I love Hulu. LOVE Hulu. I love the interactive ads and the recommendations. I even tolerate the freezes and the delays after broadcast. Which is why I facepalm in response to the current piracy laws in the United States and the way that they are enforced. The most public and political pirate sites like Ninjavideo were shut down just over a year ago now, and the entertainment industry still hasn’t learned its lesson: you have to win the PR war before you can beat the pirates.
You Think You’re John Wayne, But You Look Like Prince John
Do you remember those high stakes ads that used to run at the front of feature films that compared downloading films to stealing a car?

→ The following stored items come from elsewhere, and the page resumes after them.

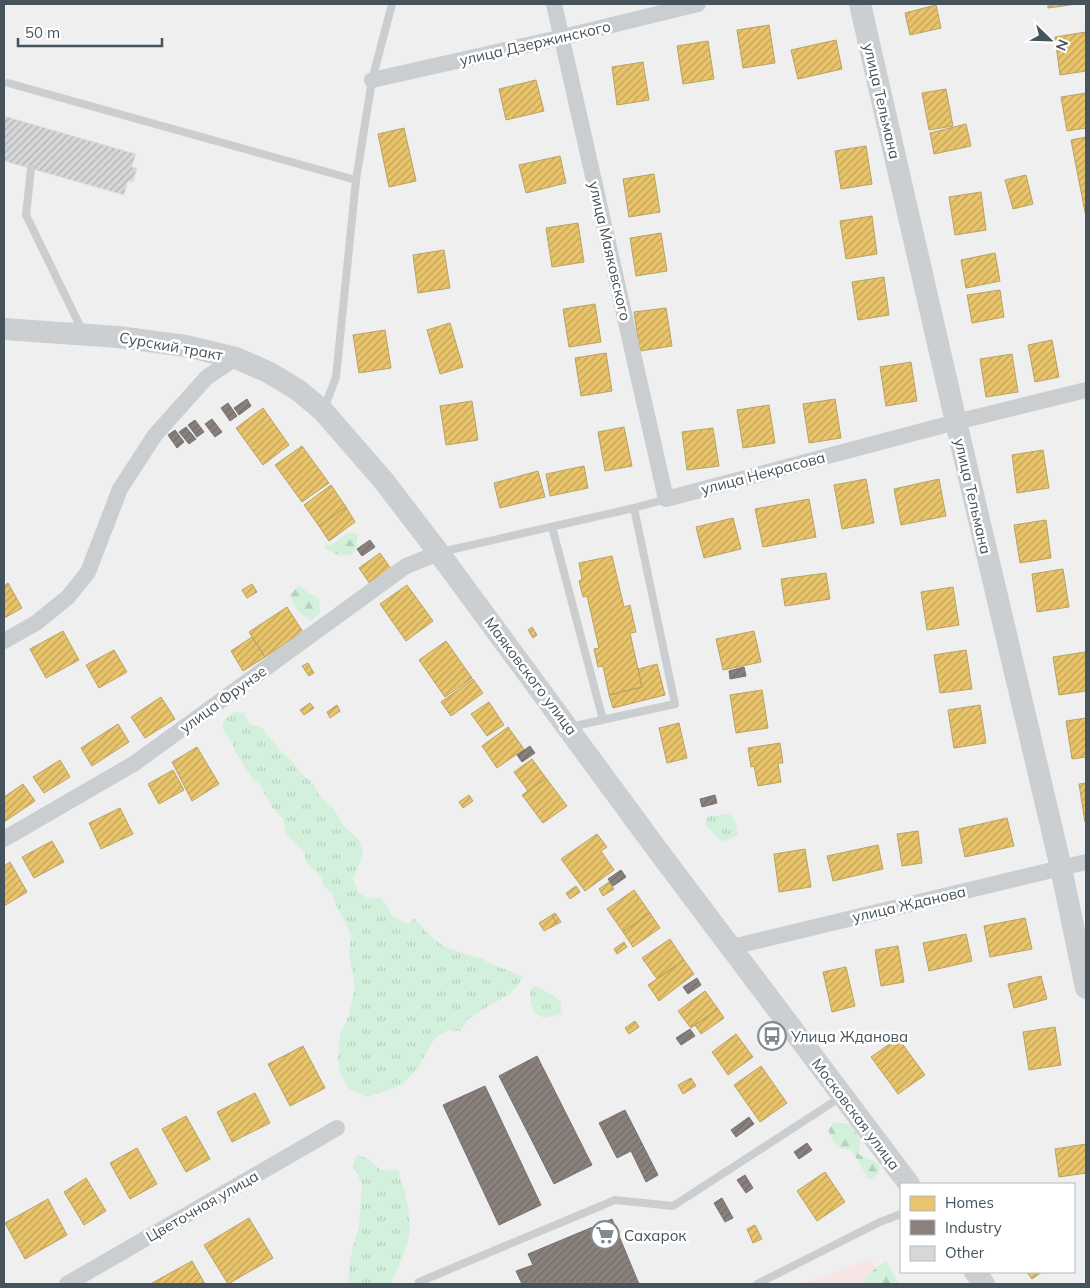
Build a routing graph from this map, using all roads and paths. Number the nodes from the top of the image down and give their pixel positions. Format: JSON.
{"nodes":[{"id":1,"x":392,"y":4,"type":"edge"},
{"id":2,"x":554,"y":4,"type":"edge"},
{"id":3,"x":698,"y":4,"type":"edge"},
{"id":4,"x":860,"y":4,"type":"edge"},
{"id":5,"x":563,"y":37,"type":"junction"},
{"id":6,"x":372,"y":80,"type":"junction"},
{"id":7,"x":8,"y":83,"type":"dead end"},
{"id":8,"x":31,"y":169,"type":"dead end"},
{"id":9,"x":356,"y":180,"type":"junction"},
{"id":10,"x":4,"y":329,"type":"edge"},
{"id":11,"x":84,"y":334,"type":"junction"},
{"id":12,"x":236,"y":358,"type":"junction"},
{"id":13,"x":1086,"y":390,"type":"edge"},
{"id":14,"x":323,"y":411,"type":"junction"},
{"id":15,"x":956,"y":422,"type":"junction"},
{"id":16,"x":666,"y":499,"type":"junction"},
{"id":17,"x":634,"y":508,"type":"junction"},
{"id":18,"x":552,"y":527,"type":"junction"},
{"id":19,"x":439,"y":553,"type":"junction"},
{"id":20,"x":4,"y":641,"type":"edge"},
{"id":21,"x":603,"y":720,"type":"junction"},
{"id":22,"x":569,"y":728,"type":"junction"},
{"id":23,"x":4,"y":839,"type":"edge"},
{"id":24,"x":1086,"y":862,"type":"edge"},
{"id":25,"x":1061,"y":868,"type":"junction"},
{"id":26,"x":732,"y":947,"type":"junction"},
{"id":27,"x":1086,"y":988,"type":"edge"},
{"id":28,"x":843,"y":1096,"type":"junction"},
{"id":29,"x":336,"y":1128,"type":"dead end"},
{"id":30,"x":908,"y":1183,"type":"edge"},
{"id":31,"x":900,"y":1214,"type":"edge"},
{"id":32,"x":976,"y":1273,"type":"edge"},
{"id":33,"x":419,"y":1282,"type":"dead end"},
{"id":34,"x":67,"y":1284,"type":"edge"},
{"id":35,"x":757,"y":1284,"type":"edge"},
{"id":36,"x":984,"y":1284,"type":"edge"}],
"edges":[{"from":1,"to":6,"type":"lane"},
{"from":2,"to":5,"type":"street","name":"улица Маяковского"},
{"from":3,"to":5,"type":"street","name":"улица Дзержинского"},
{"from":4,"to":15,"type":"street","name":"улица Тельмана"},
{"from":5,"to":6,"type":"street","name":"улица Дзержинского"},
{"from":5,"to":16,"type":"street","name":"улица Маяковского"},
{"from":6,"to":9,"type":"lane"},
{"from":7,"to":9,"type":"lane"},
{"from":8,"to":11,"type":"lane"},
{"from":9,"to":14,"type":"lane"},
{"from":10,"to":11,"type":"street","name":"Сурский тракт"},
{"from":11,"to":12,"type":"street","name":"Сурский тракт"},
{"from":12,"to":14,"type":"street","name":"Сурский тракт"},
{"from":12,"to":20,"type":"street"},
{"from":13,"to":15,"type":"street","name":"улица Некрасова"},
{"from":14,"to":19,"type":"street","name":"Маяковского улица"},
{"from":15,"to":16,"type":"street","name":"улица Некрасова"},
{"from":15,"to":25,"type":"street","name":"улица Тельмана"},
{"from":16,"to":17,"type":"lane","name":"улица Некрасова"},
{"from":17,"to":18,"type":"lane","name":"улица Некрасова"},
{"from":17,"to":21,"type":"lane"},
{"from":18,"to":19,"type":"lane","name":"улица Некрасова"},
{"from":18,"to":21,"type":"lane"},
{"from":19,"to":22,"type":"street","name":"Маяковского улица"},
{"from":19,"to":23,"type":"street","name":"улица Фрунзе"},
{"from":21,"to":22,"type":"lane"},
{"from":22,"to":26,"type":"street","name":"Маяковского улица"},
{"from":24,"to":25,"type":"street","name":"улица Жданова"},
{"from":25,"to":26,"type":"street","name":"улица Жданова"},
{"from":25,"to":27,"type":"street","name":"улица Тельмана"},
{"from":26,"to":28,"type":"street","name":"Московская улица"},
{"from":28,"to":30,"type":"street","name":"Московская улица"},
{"from":28,"to":33,"type":"lane"},
{"from":29,"to":34,"type":"street","name":"Цветочная улица"},
{"from":31,"to":35,"type":"lane"},
{"from":32,"to":36,"type":"street"}]}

It’s understandable that companies are frustrated. The MarkMonitor report has pointed out that the top three pirate websites (rapidshare, megavideo,and megaupload) get more than 21 million views per year, and that is only the tip of the iceberg. As one of the founders of Ninjavideo, Phara said in the circulated Ninjavideo Manifesto, every pirate will be replaced by another. For the younger generations, pirating is a way of life, talked about with the casual tenor that older people reserve for jaywalking. This is the generation that grew up with the hyperbolic ad above. They will not be guilted and they see through scare tactics like lawsuits against individual users. So the next choice was to change the way young people thought about intellectual property.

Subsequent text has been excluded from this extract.